» **To do**:
A word-for-word copy of the following listing is needed. Leave out its images.

START Available data

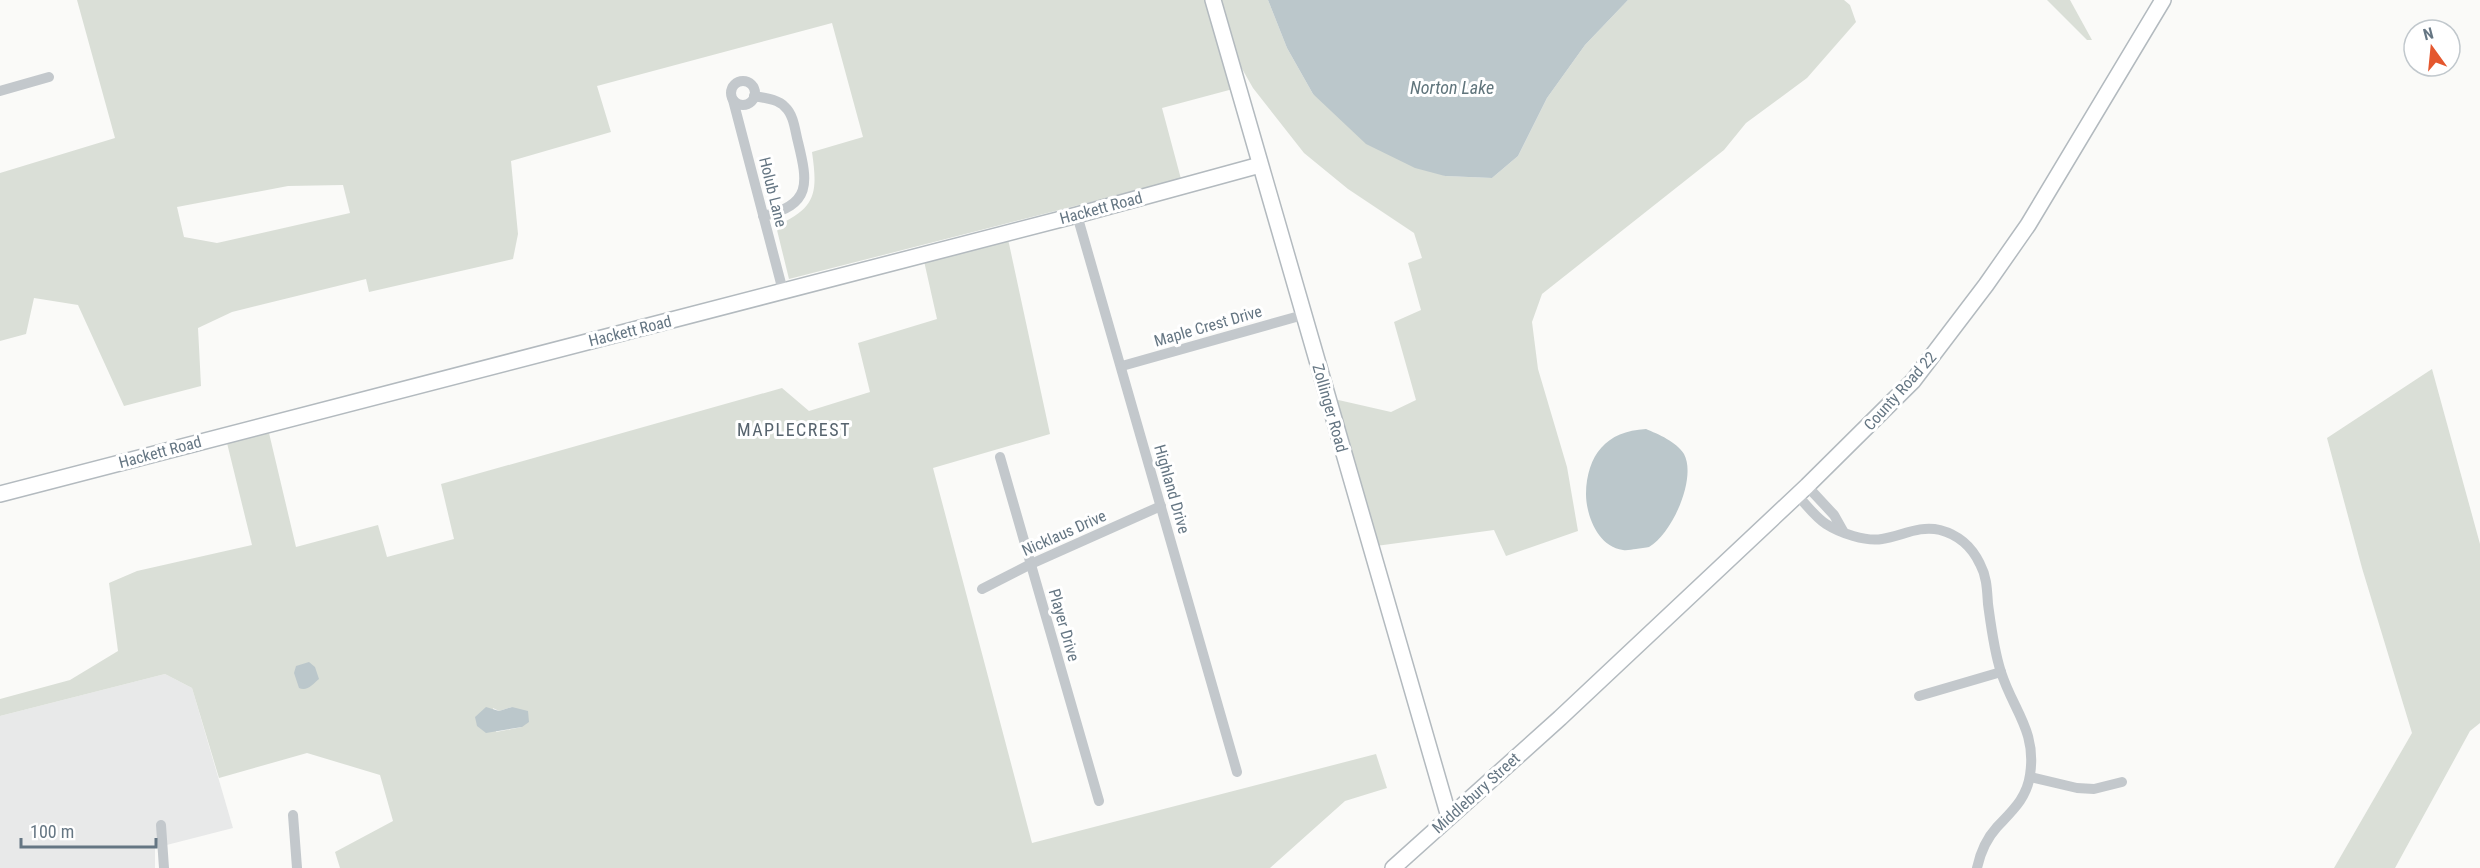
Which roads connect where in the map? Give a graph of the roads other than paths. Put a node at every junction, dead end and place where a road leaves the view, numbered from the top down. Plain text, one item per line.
1 (1213, 0) edge
2 (2163, 0) edge
3 (49, 77) dead end
4 (0, 91) edge
5 (754, 96) junction
6 (733, 100) junction
7 (1260, 165) junction
8 (1077, 215) junction
9 (763, 216) junction
10 (783, 291) junction
11 (1304, 315) junction
12 (1122, 366) junction
13 (1000, 457) dead end
14 (1802, 490) junction
15 (0, 494) edge
16 (1161, 506) junction
17 (1031, 564) junction
18 (982, 589) dead end
19 (2001, 672) junction
20 (1919, 696) dead end
21 (1560, 718) joint
22 (1237, 772) dead end
23 (2030, 777) junction
24 (2122, 782) dead end
25 (1099, 801) dead end
26 (293, 815) dead end
27 (1449, 816) junction
28 (161, 825) dead end
29 (164, 868) edge
30 (297, 868) edge
31 (1393, 868) edge
32 (1977, 868) edge

1 - 7 street, Zollinger Road
2 - 14 street, County Road 22
3 - 4 street
5 - 6 street
5 - 6 street
5 - 9 street
6 - 9 street, Holub Lane
7 - 8 street, Hackett Road
7 - 11 street, Zollinger Road
8 - 10 street, Hackett Road
8 - 12 street, Highland Drive
9 - 10 street, Holub Lane
10 - 15 street, Hackett Road
11 - 12 street, Maple Crest Drive
11 - 27 street, Zollinger Road
12 - 16 street, Highland Drive
13 - 17 street, Player Drive
14 - 19 street
14 - 21 street, County Road 22
16 - 17 street, Nicklaus Drive
16 - 22 street, Highland Drive
17 - 18 street, Nicklaus Drive
17 - 25 street, Player Drive
19 - 20 street
19 - 23 street
21 - 27 street, Middlebury Street
23 - 24 street
23 - 32 street
26 - 30 street
27 - 31 street, Middlebury Street
28 - 29 street

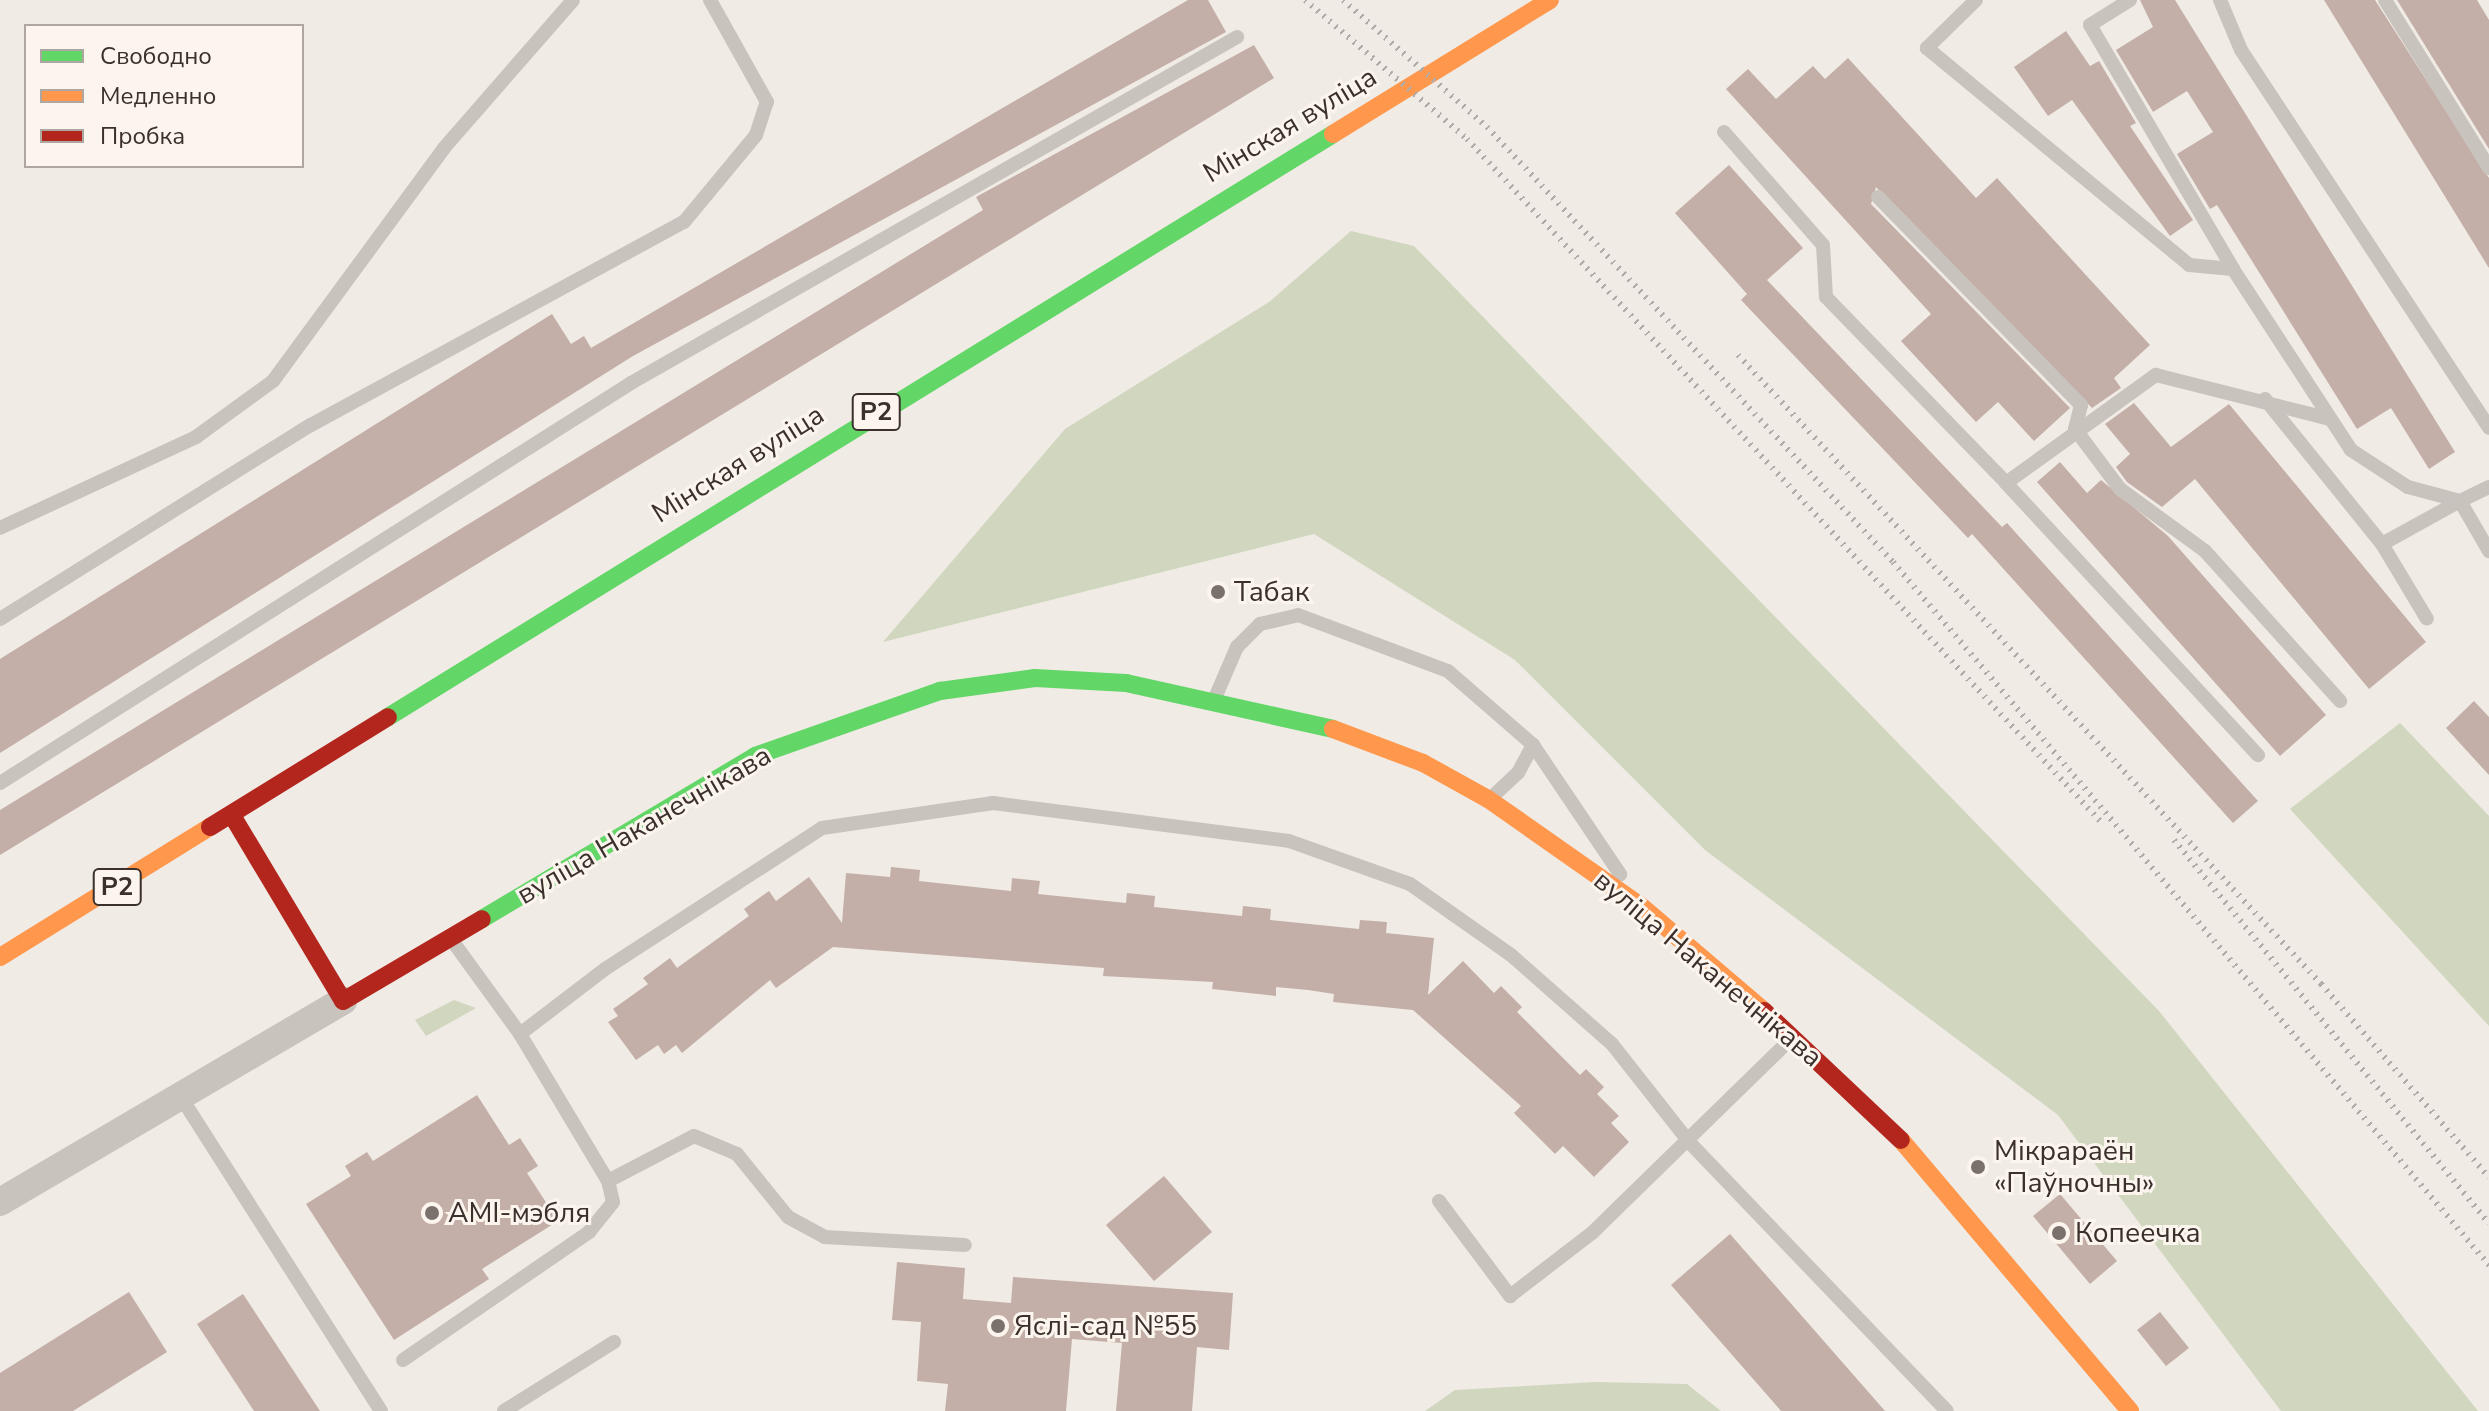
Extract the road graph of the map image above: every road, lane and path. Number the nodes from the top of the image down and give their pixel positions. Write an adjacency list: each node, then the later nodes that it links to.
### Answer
1 (573, 0): 20 (lane)
2 (710, 0): 23 (lane)
3 (1550, 0): 31 (main road, Мінская вуліца / Р2)
4 (1976, 0): 12 (lane)
5 (2130, 0): 12 (lane)
6 (2220, 0): 15 (lane)
7 (2385, 0): 10 (lane)
8 (1237, 37): 29 (lane)
9 (1724, 132): 17 (lane)
10 (2489, 168)
11 (1878, 197): 16 (lane)
12 (2233, 269): 14 (lane)
13 (2264, 398): 14 (lane); 16 (lane); 21 (lane)
14 (2330, 419): 19 (lane)
15 (2489, 428)
16 (2075, 429): 17 (lane); 26 (lane)
17 (2006, 483): 28 (lane)
18 (2489, 487): 19 (lane)
19 (2460, 501): 21 (lane); 22 (lane)
20 (0, 528)
21 (2382, 544): 24 (lane)
22 (2489, 551)
23 (0, 619)
24 (2427, 619)
25 (1215, 698): 27 (lane); 30 (main road, вуліца Наканечнікава); 33 (main road, вуліца Наканечнікава)
26 (2340, 701)
27 (1533, 745): 30 (lane); 32 (lane)
28 (2258, 755)
29 (0, 783)
30 (1488, 799): 32 (main road, вуліца Наканечнікава)
31 (233, 817): 34 (main road, Мінская вуліца / Р2); 35 (main road)
32 (1641, 906): 37 (main road, вуліца Наканечнікава)
33 (451, 939): 35 (main road, вуліца Наканечнікава); 36 (lane)
34 (0, 957)
35 (343, 1001): 38 (street, вуліца Наканечнікава)
36 (520, 1034): 39 (lane); 40 (lane)
37 (1794, 1036): 39 (lane); 49 (main road, вуліца Наканечнікава)
38 (179, 1093): 42 (street, вуліца Наканечнікава); 46 (lane)
39 (1690, 1143): 41 (lane); 48 (lane)
40 (608, 1181): 43 (lane); 45 (lane)
41 (1439, 1201)
42 (0, 1202)
43 (965, 1245)
44 (614, 1342): 47 (lane)
45 (403, 1360)
46 (381, 1411)
47 (504, 1411)
48 (1947, 1411)
49 (2130, 1411)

END Available data

» **Result**:
Which roads connect where in the map? Give a graph of the roads other than paths. Put a node at every junction, dead end and place where a road leaves the view, numbered from the top down. Plain text, one item per line.
1 (1213, 0) edge
2 (2163, 0) edge
3 (49, 77) dead end
4 (0, 91) edge
5 (754, 96) junction
6 (733, 100) junction
7 (1260, 165) junction
8 (1077, 215) junction
9 (763, 216) junction
10 (783, 291) junction
11 (1304, 315) junction
12 (1122, 366) junction
13 (1000, 457) dead end
14 (1802, 490) junction
15 (0, 494) edge
16 (1161, 506) junction
17 (1031, 564) junction
18 (982, 589) dead end
19 (2001, 672) junction
20 (1919, 696) dead end
21 (1560, 718) joint
22 (1237, 772) dead end
23 (2030, 777) junction
24 (2122, 782) dead end
25 (1099, 801) dead end
26 (293, 815) dead end
27 (1449, 816) junction
28 (161, 825) dead end
29 (164, 868) edge
30 (297, 868) edge
31 (1393, 868) edge
32 (1977, 868) edge

1 - 7 street, Zollinger Road
2 - 14 street, County Road 22
3 - 4 street
5 - 6 street
5 - 6 street
5 - 9 street
6 - 9 street, Holub Lane
7 - 8 street, Hackett Road
7 - 11 street, Zollinger Road
8 - 10 street, Hackett Road
8 - 12 street, Highland Drive
9 - 10 street, Holub Lane
10 - 15 street, Hackett Road
11 - 12 street, Maple Crest Drive
11 - 27 street, Zollinger Road
12 - 16 street, Highland Drive
13 - 17 street, Player Drive
14 - 19 street
14 - 21 street, County Road 22
16 - 17 street, Nicklaus Drive
16 - 22 street, Highland Drive
17 - 18 street, Nicklaus Drive
17 - 25 street, Player Drive
19 - 20 street
19 - 23 street
21 - 27 street, Middlebury Street
23 - 24 street
23 - 32 street
26 - 30 street
27 - 31 street, Middlebury Street
28 - 29 street

Extract the road graph of the map image above: every road, lane and path. Number the nodes from the top of the image down and give their pixel positions. Write an adjacency list: each node, then the later nodes that it links to.
### Answer
1 (573, 0): 20 (lane)
2 (710, 0): 23 (lane)
3 (1550, 0): 31 (main road, Мінская вуліца / Р2)
4 (1976, 0): 12 (lane)
5 (2130, 0): 12 (lane)
6 (2220, 0): 15 (lane)
7 (2385, 0): 10 (lane)
8 (1237, 37): 29 (lane)
9 (1724, 132): 17 (lane)
10 (2489, 168)
11 (1878, 197): 16 (lane)
12 (2233, 269): 14 (lane)
13 (2264, 398): 14 (lane); 16 (lane); 21 (lane)
14 (2330, 419): 19 (lane)
15 (2489, 428)
16 (2075, 429): 17 (lane); 26 (lane)
17 (2006, 483): 28 (lane)
18 (2489, 487): 19 (lane)
19 (2460, 501): 21 (lane); 22 (lane)
20 (0, 528)
21 (2382, 544): 24 (lane)
22 (2489, 551)
23 (0, 619)
24 (2427, 619)
25 (1215, 698): 27 (lane); 30 (main road, вуліца Наканечнікава); 33 (main road, вуліца Наканечнікава)
26 (2340, 701)
27 (1533, 745): 30 (lane); 32 (lane)
28 (2258, 755)
29 (0, 783)
30 (1488, 799): 32 (main road, вуліца Наканечнікава)
31 (233, 817): 34 (main road, Мінская вуліца / Р2); 35 (main road)
32 (1641, 906): 37 (main road, вуліца Наканечнікава)
33 (451, 939): 35 (main road, вуліца Наканечнікава); 36 (lane)
34 (0, 957)
35 (343, 1001): 38 (street, вуліца Наканечнікава)
36 (520, 1034): 39 (lane); 40 (lane)
37 (1794, 1036): 39 (lane); 49 (main road, вуліца Наканечнікава)
38 (179, 1093): 42 (street, вуліца Наканечнікава); 46 (lane)
39 (1690, 1143): 41 (lane); 48 (lane)
40 (608, 1181): 43 (lane); 45 (lane)
41 (1439, 1201)
42 (0, 1202)
43 (965, 1245)
44 (614, 1342): 47 (lane)
45 (403, 1360)
46 (381, 1411)
47 (504, 1411)
48 (1947, 1411)
49 (2130, 1411)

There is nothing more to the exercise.